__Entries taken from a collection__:
--*--

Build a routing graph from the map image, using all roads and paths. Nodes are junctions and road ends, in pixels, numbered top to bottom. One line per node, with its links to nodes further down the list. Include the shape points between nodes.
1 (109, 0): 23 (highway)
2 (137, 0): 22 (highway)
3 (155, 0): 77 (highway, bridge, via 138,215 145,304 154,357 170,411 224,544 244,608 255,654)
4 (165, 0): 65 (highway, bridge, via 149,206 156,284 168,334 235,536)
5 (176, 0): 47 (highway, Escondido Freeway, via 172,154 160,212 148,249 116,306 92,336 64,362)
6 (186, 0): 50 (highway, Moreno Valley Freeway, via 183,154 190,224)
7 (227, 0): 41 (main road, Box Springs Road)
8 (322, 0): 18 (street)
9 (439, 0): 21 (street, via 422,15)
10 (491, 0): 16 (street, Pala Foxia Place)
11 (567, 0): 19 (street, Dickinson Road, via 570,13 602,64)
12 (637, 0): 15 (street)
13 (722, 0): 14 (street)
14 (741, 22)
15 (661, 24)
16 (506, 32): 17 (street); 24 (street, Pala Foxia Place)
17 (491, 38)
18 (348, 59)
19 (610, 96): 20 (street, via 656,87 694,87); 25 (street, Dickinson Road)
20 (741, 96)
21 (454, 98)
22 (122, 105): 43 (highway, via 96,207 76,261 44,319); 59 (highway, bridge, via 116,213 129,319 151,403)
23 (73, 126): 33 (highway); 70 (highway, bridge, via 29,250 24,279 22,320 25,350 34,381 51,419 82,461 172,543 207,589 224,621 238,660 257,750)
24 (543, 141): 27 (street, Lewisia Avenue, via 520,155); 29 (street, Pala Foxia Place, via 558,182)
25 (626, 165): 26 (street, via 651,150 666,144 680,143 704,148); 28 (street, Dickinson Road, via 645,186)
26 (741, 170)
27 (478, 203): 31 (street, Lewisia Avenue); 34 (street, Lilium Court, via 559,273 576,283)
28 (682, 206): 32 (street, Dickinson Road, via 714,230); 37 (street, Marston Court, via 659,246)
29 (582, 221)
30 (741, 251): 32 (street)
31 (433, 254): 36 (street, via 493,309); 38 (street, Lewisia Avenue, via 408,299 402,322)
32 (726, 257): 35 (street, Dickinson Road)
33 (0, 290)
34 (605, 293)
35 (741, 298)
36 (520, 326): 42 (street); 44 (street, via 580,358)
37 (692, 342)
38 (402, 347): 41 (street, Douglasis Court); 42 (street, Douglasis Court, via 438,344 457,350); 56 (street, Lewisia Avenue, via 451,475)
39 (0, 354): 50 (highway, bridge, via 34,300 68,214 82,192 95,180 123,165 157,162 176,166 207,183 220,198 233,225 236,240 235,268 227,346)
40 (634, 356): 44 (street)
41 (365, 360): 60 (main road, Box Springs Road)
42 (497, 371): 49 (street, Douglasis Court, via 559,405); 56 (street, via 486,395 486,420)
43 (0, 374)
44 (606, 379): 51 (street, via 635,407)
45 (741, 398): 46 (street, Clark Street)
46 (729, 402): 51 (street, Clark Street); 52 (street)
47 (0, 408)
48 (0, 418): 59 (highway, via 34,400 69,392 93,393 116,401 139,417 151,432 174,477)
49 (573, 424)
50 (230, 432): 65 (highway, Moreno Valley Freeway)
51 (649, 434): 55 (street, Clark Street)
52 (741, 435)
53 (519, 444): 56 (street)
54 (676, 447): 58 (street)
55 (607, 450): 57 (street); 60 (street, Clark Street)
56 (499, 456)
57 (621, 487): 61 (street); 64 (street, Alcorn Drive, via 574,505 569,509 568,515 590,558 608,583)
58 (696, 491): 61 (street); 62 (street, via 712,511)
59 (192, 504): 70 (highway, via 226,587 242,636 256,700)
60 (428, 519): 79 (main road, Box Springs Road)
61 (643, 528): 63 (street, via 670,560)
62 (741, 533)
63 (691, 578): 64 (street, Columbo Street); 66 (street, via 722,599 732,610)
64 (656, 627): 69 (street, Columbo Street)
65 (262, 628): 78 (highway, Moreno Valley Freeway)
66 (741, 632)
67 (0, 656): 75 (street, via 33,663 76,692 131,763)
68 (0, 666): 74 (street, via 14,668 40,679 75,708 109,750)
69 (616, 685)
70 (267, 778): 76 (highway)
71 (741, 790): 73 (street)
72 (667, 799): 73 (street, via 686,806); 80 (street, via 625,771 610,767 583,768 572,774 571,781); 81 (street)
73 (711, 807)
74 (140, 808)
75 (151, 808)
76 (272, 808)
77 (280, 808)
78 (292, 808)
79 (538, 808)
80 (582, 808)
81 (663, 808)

--*--

__EXERCISE BRIEF__: Count the lines above in which the string "Lewisia" occurs, and write the number with no other text.

__SOLUTION TO THE EXERCISE__: 4